--- Exercise data Enclosed Below ---

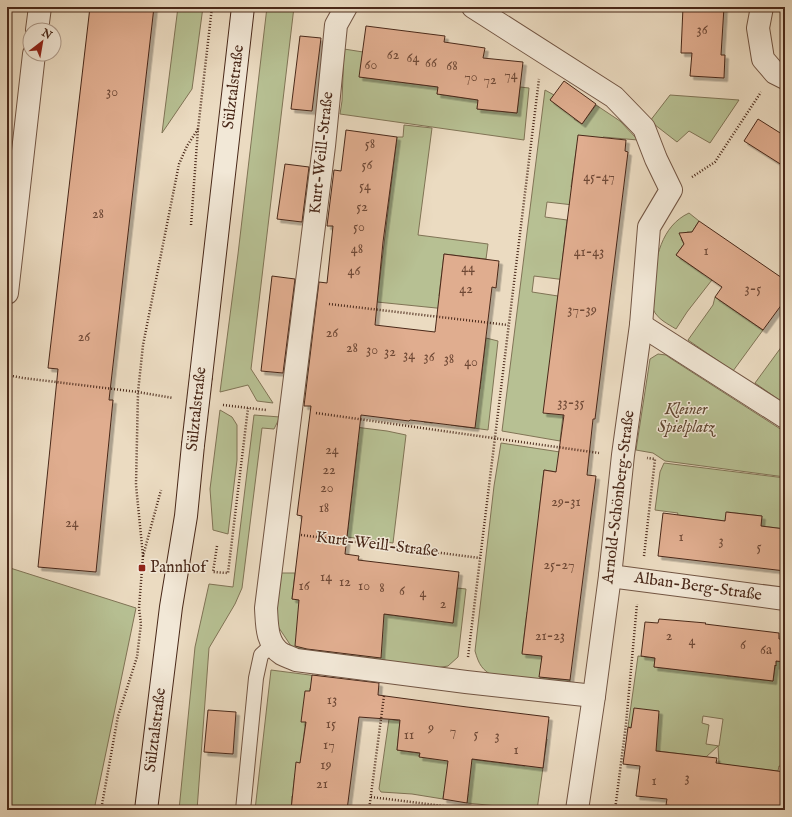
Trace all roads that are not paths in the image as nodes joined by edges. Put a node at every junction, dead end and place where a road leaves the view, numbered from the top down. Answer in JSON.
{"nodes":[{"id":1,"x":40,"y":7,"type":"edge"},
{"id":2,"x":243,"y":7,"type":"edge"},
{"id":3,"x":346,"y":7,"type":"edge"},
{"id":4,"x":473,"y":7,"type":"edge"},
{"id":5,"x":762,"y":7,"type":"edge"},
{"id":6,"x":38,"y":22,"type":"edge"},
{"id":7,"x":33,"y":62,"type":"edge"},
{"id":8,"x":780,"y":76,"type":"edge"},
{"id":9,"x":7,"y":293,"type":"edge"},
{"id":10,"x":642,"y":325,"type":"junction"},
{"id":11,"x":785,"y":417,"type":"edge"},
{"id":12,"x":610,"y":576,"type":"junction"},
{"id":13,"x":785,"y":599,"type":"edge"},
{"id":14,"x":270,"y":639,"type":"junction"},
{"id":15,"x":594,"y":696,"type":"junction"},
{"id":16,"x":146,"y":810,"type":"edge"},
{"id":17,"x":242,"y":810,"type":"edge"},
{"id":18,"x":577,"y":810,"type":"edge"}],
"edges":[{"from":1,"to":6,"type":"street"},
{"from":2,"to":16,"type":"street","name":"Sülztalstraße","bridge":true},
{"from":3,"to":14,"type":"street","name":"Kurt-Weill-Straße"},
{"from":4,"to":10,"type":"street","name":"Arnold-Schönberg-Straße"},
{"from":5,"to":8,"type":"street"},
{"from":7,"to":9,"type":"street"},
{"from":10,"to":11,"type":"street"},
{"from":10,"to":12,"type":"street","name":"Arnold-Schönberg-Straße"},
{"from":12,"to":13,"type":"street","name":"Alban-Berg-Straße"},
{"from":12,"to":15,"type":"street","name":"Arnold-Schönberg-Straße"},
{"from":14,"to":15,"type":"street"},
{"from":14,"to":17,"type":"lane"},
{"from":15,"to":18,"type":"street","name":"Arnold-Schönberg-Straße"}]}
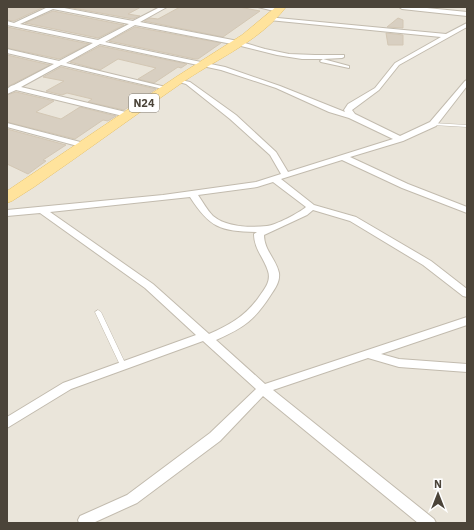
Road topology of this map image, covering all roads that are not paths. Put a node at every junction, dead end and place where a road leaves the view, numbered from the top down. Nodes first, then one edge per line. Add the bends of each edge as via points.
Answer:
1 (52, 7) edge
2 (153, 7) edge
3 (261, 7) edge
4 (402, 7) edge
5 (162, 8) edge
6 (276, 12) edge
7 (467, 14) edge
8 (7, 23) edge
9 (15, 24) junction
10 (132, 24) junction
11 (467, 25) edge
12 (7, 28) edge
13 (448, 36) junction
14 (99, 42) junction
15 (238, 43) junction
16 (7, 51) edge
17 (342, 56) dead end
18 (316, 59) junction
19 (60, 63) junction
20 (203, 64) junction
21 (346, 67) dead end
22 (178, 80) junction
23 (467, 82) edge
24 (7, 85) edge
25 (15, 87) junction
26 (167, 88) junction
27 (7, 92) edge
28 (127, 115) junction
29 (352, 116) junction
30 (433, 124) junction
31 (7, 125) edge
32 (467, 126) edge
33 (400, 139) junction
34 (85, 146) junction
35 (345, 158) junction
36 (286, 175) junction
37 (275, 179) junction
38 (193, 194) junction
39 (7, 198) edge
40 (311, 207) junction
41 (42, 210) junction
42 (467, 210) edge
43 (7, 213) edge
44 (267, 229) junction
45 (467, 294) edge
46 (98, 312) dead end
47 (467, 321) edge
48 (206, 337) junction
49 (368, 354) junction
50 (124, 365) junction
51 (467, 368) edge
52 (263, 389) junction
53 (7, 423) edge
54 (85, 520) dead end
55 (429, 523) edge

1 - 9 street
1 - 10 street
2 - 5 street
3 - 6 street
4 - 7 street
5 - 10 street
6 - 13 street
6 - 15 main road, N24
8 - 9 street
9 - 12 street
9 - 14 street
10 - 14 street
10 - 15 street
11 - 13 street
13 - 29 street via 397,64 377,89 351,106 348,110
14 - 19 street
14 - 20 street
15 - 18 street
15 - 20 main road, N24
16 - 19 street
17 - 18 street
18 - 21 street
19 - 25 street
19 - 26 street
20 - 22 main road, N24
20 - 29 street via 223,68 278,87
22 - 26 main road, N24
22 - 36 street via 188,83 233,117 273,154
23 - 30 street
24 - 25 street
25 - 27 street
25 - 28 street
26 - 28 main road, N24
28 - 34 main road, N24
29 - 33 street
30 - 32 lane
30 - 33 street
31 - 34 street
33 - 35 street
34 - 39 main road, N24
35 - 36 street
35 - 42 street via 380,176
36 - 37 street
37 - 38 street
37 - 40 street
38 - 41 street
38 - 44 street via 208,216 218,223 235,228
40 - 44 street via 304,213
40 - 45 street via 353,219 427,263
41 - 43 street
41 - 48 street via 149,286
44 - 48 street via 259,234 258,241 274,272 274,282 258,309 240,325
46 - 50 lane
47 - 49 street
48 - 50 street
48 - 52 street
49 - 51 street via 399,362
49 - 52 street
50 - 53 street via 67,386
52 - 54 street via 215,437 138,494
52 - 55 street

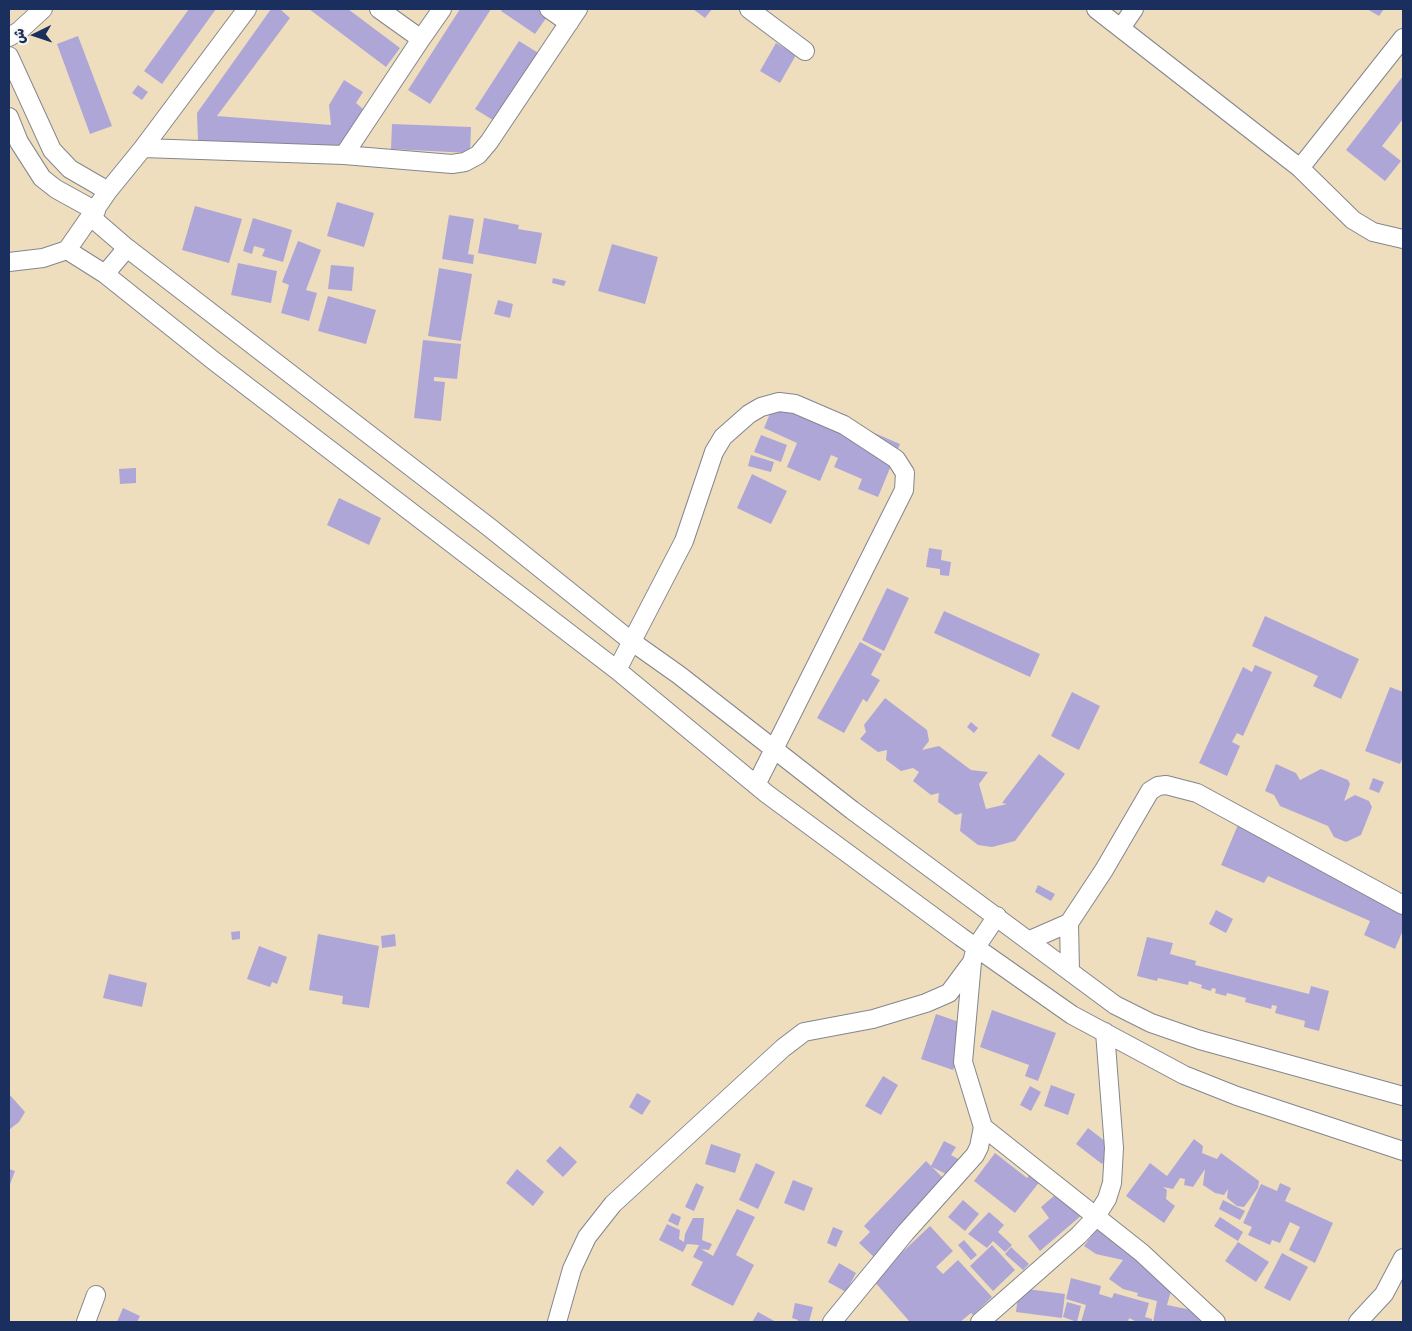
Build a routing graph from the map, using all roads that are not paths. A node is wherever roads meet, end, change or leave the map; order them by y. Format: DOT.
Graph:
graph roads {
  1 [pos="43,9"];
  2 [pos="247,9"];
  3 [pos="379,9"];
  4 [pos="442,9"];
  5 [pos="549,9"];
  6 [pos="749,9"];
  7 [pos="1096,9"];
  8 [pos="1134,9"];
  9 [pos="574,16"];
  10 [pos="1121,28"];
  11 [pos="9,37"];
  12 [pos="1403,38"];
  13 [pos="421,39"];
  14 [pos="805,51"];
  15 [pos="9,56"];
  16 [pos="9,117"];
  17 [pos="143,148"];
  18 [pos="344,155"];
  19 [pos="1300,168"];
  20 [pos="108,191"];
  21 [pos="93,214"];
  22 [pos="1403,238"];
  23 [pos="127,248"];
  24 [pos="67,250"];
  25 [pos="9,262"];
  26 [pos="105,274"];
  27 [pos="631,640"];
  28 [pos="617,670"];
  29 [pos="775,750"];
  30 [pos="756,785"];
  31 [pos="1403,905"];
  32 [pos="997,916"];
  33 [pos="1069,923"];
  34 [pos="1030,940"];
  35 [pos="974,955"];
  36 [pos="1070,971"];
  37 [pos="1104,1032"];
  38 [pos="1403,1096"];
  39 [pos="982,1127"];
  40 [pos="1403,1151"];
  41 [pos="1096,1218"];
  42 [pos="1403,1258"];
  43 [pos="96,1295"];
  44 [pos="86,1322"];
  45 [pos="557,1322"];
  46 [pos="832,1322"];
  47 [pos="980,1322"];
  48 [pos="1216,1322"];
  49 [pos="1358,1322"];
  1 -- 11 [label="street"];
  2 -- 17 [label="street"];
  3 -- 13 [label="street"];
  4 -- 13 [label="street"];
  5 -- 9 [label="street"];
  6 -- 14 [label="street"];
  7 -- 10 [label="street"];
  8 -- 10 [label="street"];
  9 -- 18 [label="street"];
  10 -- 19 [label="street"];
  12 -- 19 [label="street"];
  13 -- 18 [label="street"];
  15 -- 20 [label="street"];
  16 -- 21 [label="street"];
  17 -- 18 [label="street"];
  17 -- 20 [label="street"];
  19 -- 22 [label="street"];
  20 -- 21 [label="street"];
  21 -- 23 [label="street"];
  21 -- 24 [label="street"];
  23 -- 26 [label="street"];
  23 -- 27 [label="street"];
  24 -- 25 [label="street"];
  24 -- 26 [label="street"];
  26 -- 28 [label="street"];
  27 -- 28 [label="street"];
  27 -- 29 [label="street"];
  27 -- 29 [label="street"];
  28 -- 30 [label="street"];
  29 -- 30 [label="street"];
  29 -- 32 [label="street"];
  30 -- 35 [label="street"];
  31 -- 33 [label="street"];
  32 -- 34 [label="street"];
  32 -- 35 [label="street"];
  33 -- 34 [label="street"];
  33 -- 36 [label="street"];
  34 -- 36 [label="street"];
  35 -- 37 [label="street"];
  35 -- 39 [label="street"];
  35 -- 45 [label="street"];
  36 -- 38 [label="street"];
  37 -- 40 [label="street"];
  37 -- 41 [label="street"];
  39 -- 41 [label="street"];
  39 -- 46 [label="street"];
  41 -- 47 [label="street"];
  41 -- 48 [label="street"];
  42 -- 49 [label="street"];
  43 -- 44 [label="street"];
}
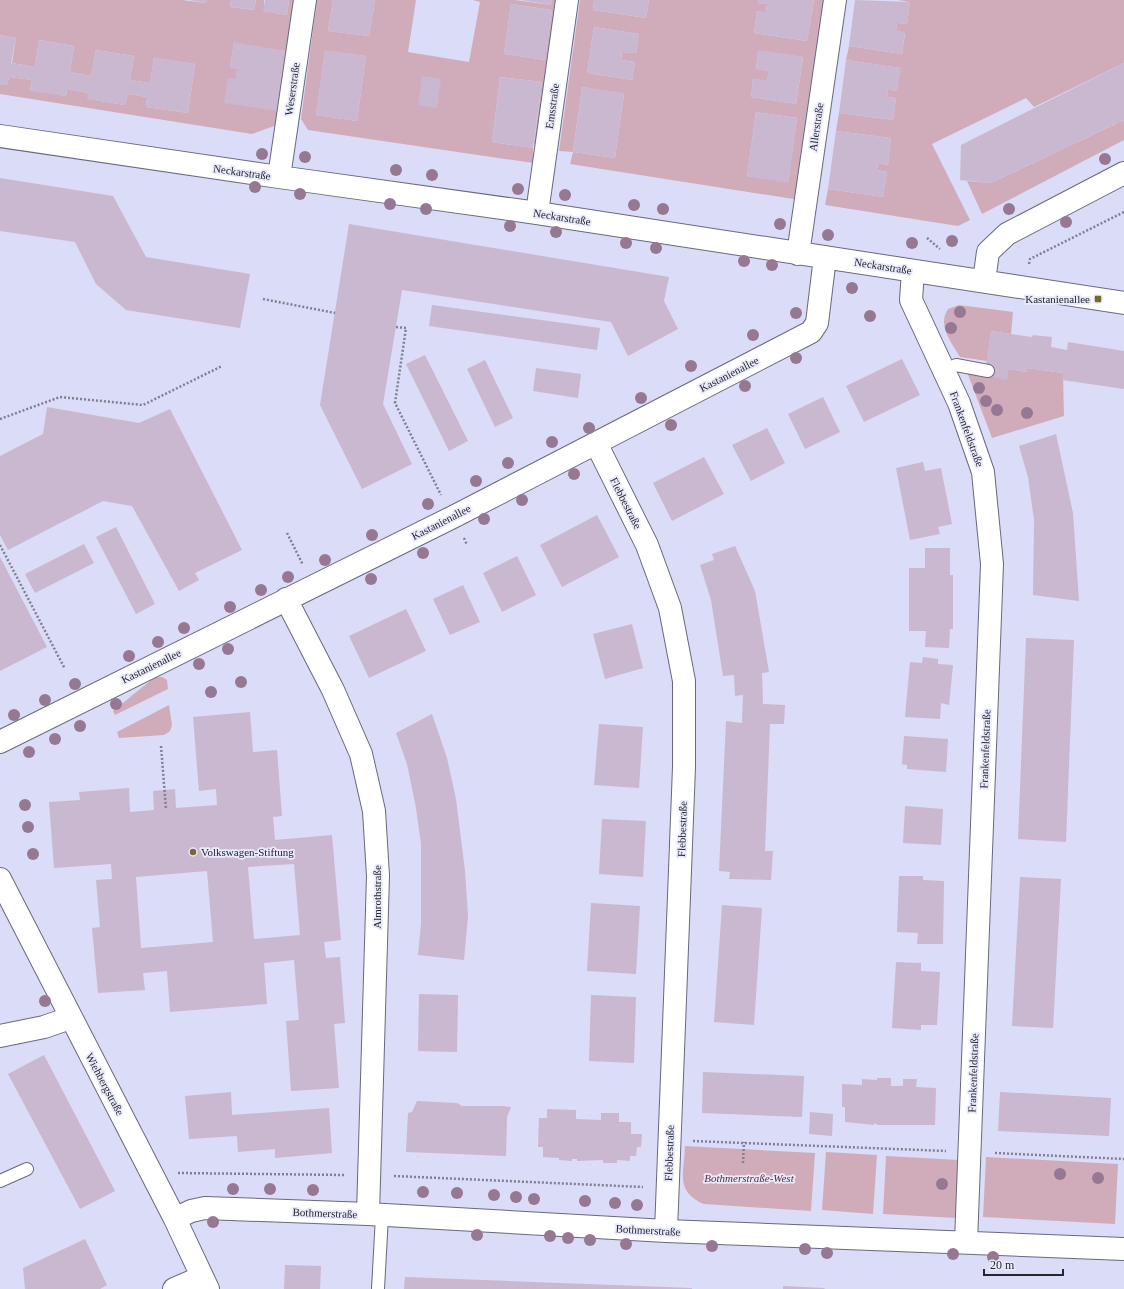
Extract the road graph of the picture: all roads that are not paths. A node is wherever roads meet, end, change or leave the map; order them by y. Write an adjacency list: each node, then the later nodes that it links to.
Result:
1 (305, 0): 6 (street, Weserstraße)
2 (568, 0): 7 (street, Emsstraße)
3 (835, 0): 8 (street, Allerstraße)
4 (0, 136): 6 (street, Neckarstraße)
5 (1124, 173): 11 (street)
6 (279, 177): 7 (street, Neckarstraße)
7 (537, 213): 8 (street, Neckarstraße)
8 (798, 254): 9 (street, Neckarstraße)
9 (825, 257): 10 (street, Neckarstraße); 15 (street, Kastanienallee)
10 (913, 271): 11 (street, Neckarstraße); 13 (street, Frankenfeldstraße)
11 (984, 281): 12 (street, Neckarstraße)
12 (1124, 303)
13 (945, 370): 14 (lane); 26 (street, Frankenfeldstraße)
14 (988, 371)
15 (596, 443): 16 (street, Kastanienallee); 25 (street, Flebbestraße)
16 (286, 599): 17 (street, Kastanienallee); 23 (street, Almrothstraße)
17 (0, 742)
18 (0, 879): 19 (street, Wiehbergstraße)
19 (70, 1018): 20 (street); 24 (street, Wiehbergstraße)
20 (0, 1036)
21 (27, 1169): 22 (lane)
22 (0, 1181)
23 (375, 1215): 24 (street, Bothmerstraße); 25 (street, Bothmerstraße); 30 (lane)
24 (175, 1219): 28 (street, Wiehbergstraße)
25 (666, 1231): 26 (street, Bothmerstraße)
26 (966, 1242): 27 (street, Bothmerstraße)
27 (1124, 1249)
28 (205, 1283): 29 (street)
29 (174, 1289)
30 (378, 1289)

--- End of Enclosed Exercise data ---

:: Exercise requirements ::
Only the lines from the one containing "Extract the road" through the last line of the records above are to be reproduced, exactly and with both ends included.

:: The completed task ::
Extract the road graph of the picture: all roads that are not paths. A node is wherever roads meet, end, change or leave the map; order them by y. Write an adjacency list: each node, then the later nodes that it links to.
Result:
1 (305, 0): 6 (street, Weserstraße)
2 (568, 0): 7 (street, Emsstraße)
3 (835, 0): 8 (street, Allerstraße)
4 (0, 136): 6 (street, Neckarstraße)
5 (1124, 173): 11 (street)
6 (279, 177): 7 (street, Neckarstraße)
7 (537, 213): 8 (street, Neckarstraße)
8 (798, 254): 9 (street, Neckarstraße)
9 (825, 257): 10 (street, Neckarstraße); 15 (street, Kastanienallee)
10 (913, 271): 11 (street, Neckarstraße); 13 (street, Frankenfeldstraße)
11 (984, 281): 12 (street, Neckarstraße)
12 (1124, 303)
13 (945, 370): 14 (lane); 26 (street, Frankenfeldstraße)
14 (988, 371)
15 (596, 443): 16 (street, Kastanienallee); 25 (street, Flebbestraße)
16 (286, 599): 17 (street, Kastanienallee); 23 (street, Almrothstraße)
17 (0, 742)
18 (0, 879): 19 (street, Wiehbergstraße)
19 (70, 1018): 20 (street); 24 (street, Wiehbergstraße)
20 (0, 1036)
21 (27, 1169): 22 (lane)
22 (0, 1181)
23 (375, 1215): 24 (street, Bothmerstraße); 25 (street, Bothmerstraße); 30 (lane)
24 (175, 1219): 28 (street, Wiehbergstraße)
25 (666, 1231): 26 (street, Bothmerstraße)
26 (966, 1242): 27 (street, Bothmerstraße)
27 (1124, 1249)
28 (205, 1283): 29 (street)
29 (174, 1289)
30 (378, 1289)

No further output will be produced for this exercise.